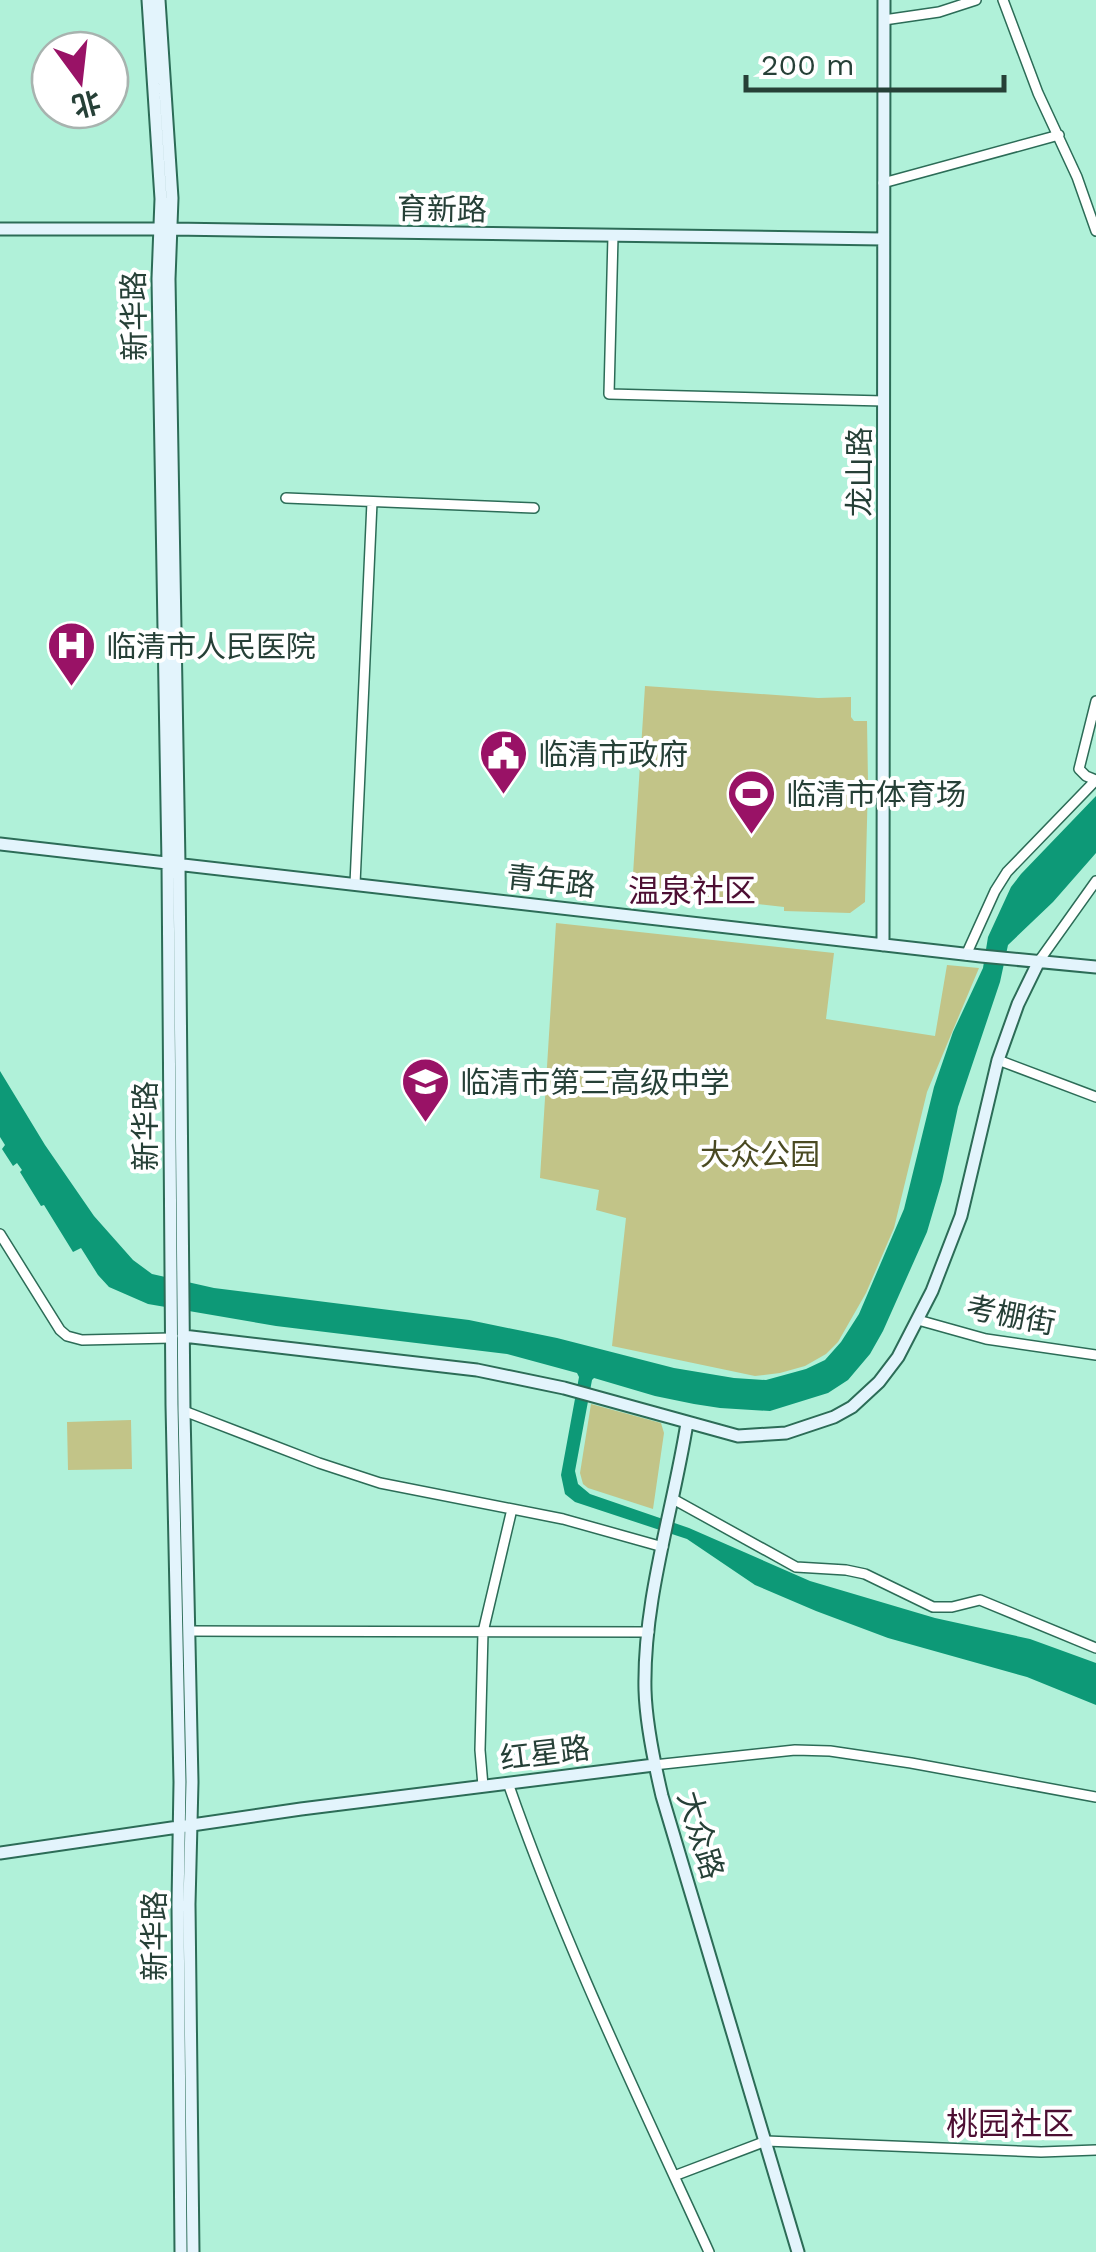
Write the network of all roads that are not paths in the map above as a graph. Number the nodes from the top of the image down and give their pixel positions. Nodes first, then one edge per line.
1 (148, 0) edge
2 (159, 0) edge
3 (884, 0) edge
4 (976, 0) edge
5 (1003, 0) edge
6 (884, 20) junction
7 (1058, 135) junction
8 (883, 183) junction
9 (0, 229) edge
10 (165, 229) junction
11 (1096, 232) edge
12 (613, 236) junction
13 (884, 239) junction
14 (884, 402) junction
15 (286, 498) dead end
16 (372, 502) junction
17 (534, 508) dead end
18 (1096, 702) edge
19 (1096, 780) edge
20 (0, 844) edge
21 (174, 863) junction
22 (1096, 881) edge
23 (355, 884) junction
24 (883, 945) junction
25 (966, 954) junction
26 (1039, 962) junction
27 (1096, 968) edge
28 (998, 1060) junction
29 (1096, 1097) edge
30 (0, 1234) edge
31 (918, 1320) junction
32 (177, 1331) junction
33 (1096, 1356) edge
34 (184, 1412) junction
35 (687, 1423) junction
36 (672, 1500) junction
37 (512, 1508) junction
38 (663, 1547) junction
39 (190, 1631) junction
40 (483, 1632) junction
41 (649, 1632) junction
42 (1096, 1648) edge
43 (654, 1765) junction
44 (508, 1783) junction
45 (482, 1786) junction
46 (1096, 1797) edge
47 (185, 1826) junction
48 (0, 1853) edge
49 (766, 2141) junction
50 (1096, 2150) edge
51 (674, 2176) junction
52 (181, 2252) edge
53 (193, 2252) edge
54 (709, 2252) edge
55 (798, 2252) edge

1 - 10 street, 新华路
2 - 10 street, 新华路
3 - 6 street, 龙山路
4 - 6 street
5 - 7 street
6 - 8 street, 龙山路
7 - 8 street
7 - 11 street
8 - 13 street, 龙山路
9 - 10 street, 育新路
10 - 12 street, 育新路
10 - 21 street, 新华路
12 - 13 street, 育新路
12 - 14 street
13 - 14 street, 龙山路
14 - 24 street, 龙山路
15 - 16 street
16 - 17 street
16 - 23 street
18 - 19 street
19 - 25 street
20 - 21 street, 青年路
21 - 23 street, 青年路
21 - 32 street, 新华路
22 - 26 street
23 - 24 street, 青年路
24 - 25 street, 青年路
25 - 26 street, 青年路
26 - 27 street, 青年路
26 - 28 street
28 - 29 street
28 - 31 street
30 - 32 street
31 - 33 street, 考棚街
31 - 35 street
32 - 34 street, 新华路
32 - 35 street
32 - 47 street, 新华路
34 - 37 street
34 - 39 street, 新华路
35 - 36 street, 大众路
36 - 38 street, 大众路
36 - 42 street
37 - 38 street
37 - 40 street
38 - 41 street, 大众路
39 - 40 street
39 - 47 street, 新华路
40 - 41 street
40 - 45 street
41 - 43 street, 大众路
43 - 44 street, 红星路
43 - 46 street, 红星路
43 - 49 street, 大众路
44 - 45 street, 红星路
44 - 51 street
45 - 47 street, 红星路
47 - 48 street, 红星路
47 - 52 street, 新华路
47 - 53 street, 新华路
49 - 50 street
49 - 51 street
49 - 55 street, 大众路
51 - 54 street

▶ [What is being asked] In the listing, find each line with the string "dead" and copy it.

▶ [Problem solution]
15 (286, 498) dead end
17 (534, 508) dead end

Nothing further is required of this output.